Essas práticas podem ser anuladas judicialmente e, em alguns casos, resultar em responsabilização civil e até criminal do empregador.
Perguntas e respostas
A empresa pode propor acordo para que o empregado peça demissão?
Sim, desde que o acordo respeite os direitos do trabalhador e não implique perda indevida de verbas. O mais seguro é optar pela rescisão por acordo mútuo prevista no artigo 484-A da CLT.
O empregado pode recusar o acordo proposto pela empresa?
Sim. O acordo só é válido se for voluntário. Nenhuma das partes pode ser obrigada a aceitar termos com os quais não concorda.
O acordo extrajudicial impede uma futura ação trabalhista?
Depende. Se for homologado pela Justiça e abranger todas as verbas discutidas, sim. Mas se for genérico ou não incluir certos direitos, o empregado pode ajuizar ação sobre o que não foi tratado no acordo.
A empresa pode fazer acordo com o funcionário em caso de suspensão disciplinar?
Sim, mas a suspensão é uma penalidade, não um direito disponível. Portanto, qualquer acordo nesse sentido deve preservar o direito de defesa do trabalhador e obedecer à gradação das sanções.
Pode haver acordo para pagamento parcelado das verbas rescisórias?
Sim, desde que o parcelamento seja acordado entre as partes, por escrito, com prazo razoável e cláusulas claras. Ainda assim, o ideal é homologar esse acordo judicialmente.
A empresa pode pagar um valor maior do que o devido em acordo?

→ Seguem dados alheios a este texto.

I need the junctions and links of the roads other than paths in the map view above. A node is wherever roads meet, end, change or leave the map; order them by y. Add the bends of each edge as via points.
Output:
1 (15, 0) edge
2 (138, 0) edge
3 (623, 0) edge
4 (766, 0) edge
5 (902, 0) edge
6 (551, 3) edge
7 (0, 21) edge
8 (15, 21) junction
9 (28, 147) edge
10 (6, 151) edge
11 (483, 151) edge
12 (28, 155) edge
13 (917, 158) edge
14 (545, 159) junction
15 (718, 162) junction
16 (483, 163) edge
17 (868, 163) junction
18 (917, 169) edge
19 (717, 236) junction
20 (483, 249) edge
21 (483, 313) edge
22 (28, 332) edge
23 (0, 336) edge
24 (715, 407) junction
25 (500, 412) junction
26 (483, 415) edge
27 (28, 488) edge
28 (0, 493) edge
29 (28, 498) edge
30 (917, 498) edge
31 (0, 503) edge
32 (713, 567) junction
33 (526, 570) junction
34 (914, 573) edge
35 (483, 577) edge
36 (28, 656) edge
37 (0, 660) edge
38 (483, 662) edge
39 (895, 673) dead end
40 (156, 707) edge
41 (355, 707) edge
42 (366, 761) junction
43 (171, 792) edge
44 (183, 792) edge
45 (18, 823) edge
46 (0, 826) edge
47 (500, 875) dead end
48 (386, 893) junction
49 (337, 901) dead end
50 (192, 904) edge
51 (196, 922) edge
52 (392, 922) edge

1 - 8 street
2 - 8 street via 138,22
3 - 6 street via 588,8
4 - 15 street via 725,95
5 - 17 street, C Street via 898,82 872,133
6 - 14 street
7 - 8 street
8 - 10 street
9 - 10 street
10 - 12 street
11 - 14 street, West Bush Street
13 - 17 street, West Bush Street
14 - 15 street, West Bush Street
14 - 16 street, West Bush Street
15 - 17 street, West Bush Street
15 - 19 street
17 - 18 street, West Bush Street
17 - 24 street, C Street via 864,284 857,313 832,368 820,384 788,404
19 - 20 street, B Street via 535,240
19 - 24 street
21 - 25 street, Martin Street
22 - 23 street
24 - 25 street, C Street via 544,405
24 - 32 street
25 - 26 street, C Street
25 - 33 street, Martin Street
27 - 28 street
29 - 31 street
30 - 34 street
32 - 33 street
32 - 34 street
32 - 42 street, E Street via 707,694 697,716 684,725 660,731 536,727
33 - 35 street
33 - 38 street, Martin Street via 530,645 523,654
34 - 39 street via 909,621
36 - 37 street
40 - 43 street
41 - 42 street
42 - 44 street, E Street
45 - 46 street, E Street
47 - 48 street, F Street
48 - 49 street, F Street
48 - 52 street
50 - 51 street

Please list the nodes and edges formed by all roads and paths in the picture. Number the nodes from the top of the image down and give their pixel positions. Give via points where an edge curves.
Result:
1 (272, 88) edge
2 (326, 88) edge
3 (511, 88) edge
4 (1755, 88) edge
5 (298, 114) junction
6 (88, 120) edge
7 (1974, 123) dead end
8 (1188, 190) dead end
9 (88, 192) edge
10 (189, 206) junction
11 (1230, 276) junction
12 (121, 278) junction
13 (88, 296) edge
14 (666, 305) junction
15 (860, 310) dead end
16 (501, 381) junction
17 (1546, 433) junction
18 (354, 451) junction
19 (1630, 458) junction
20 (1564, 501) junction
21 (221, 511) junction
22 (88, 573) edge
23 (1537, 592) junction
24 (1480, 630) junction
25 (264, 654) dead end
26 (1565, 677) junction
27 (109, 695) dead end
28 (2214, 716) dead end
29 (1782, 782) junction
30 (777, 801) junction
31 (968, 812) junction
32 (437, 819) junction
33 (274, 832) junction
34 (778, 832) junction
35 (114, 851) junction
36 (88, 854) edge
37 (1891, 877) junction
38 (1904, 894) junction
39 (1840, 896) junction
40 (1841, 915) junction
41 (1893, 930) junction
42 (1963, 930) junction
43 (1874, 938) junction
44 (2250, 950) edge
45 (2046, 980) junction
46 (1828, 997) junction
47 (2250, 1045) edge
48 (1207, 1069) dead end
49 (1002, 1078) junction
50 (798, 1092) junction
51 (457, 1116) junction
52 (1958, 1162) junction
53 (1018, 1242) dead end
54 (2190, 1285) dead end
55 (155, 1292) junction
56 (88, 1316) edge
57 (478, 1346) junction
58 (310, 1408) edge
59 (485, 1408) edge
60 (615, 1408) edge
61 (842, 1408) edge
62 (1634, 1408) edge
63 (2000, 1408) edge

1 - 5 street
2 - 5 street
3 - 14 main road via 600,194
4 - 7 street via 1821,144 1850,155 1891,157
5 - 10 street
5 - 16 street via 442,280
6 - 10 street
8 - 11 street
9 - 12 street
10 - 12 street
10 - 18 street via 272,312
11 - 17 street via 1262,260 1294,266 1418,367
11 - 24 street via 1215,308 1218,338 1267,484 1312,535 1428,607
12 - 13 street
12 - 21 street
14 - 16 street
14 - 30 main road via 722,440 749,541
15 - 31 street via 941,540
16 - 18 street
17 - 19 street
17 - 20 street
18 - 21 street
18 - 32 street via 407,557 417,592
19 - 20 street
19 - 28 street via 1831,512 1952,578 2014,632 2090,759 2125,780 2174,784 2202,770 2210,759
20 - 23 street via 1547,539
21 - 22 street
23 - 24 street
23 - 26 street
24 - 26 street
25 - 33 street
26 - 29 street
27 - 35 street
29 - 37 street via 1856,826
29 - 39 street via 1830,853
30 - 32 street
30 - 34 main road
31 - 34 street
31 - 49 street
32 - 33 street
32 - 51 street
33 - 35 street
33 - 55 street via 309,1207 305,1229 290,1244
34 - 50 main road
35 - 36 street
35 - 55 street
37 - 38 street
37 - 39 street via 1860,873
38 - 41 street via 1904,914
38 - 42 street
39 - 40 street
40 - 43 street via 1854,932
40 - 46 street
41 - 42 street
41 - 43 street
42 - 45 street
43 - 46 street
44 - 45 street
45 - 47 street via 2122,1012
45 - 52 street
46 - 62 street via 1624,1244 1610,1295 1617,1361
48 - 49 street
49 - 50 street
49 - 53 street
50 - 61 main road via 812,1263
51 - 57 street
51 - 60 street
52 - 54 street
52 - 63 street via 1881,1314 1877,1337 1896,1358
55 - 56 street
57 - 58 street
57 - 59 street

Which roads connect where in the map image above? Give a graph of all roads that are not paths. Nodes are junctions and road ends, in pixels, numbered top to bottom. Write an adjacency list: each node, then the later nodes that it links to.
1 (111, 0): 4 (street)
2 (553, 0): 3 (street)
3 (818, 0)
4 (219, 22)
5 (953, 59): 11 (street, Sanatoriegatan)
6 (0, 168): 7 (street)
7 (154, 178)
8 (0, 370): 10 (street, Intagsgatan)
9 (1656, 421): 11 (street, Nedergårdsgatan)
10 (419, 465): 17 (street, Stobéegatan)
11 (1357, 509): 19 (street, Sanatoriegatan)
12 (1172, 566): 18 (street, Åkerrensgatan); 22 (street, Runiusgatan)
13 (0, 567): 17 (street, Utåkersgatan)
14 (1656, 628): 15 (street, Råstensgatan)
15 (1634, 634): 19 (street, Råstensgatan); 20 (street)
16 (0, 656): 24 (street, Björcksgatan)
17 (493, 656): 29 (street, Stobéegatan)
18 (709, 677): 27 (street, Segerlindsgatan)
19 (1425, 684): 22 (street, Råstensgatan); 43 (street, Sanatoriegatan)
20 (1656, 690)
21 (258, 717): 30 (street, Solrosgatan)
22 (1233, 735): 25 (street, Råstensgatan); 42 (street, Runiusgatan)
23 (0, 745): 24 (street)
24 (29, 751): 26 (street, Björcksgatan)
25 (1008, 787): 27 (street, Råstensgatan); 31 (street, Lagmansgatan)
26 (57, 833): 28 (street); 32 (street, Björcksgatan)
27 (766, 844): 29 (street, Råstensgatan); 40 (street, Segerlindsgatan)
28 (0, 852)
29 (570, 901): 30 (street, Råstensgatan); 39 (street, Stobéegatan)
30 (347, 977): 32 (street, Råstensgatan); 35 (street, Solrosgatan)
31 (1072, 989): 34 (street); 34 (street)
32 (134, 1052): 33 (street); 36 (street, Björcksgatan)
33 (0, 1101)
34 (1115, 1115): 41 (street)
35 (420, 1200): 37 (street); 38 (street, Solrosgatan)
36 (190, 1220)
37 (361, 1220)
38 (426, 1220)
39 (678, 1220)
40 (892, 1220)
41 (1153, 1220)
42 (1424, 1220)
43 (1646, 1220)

Sim. A empresa pode pagar mais do que a lei exige, como forma de incentivo, fidelização ou encerramento amigável. O que ela não pode é pagar menos do que o mínimo legal.
Conclusão
A empresa pode sim fazer acordo com o funcionário, desde que observe os princípios da legalidade, da boa-fé, da proporcionalidade e da irrenunciabilidade dos direitos trabalhistas. Acordos são instrumentos legítimos de ajuste de condutas, encerramento de vínculos ou regularização de pendências, mas precisam ser feitos com responsabilidade, clareza e segurança jurídica.
A formalização por escrito, o acompanhamento por advogado e, sempre que possível, a homologação judicial são práticas recomendadas para evitar futuras demandas judiciais. Um bom acordo é aquele que respeita os direitos de ambas as partes, promove a pacificação da relação e encerra obrigações de forma transparente e justa.
Tanto o empregador quanto o trabalhador devem estar atentos às possibilidades legais de negociação, utilizando o acordo como uma ferramenta de solução e não como forma de burlar obrigações ou impor perdas indevidas. A correta orientação jurídica é o caminho mais seguro para um acordo eficaz e legítimo.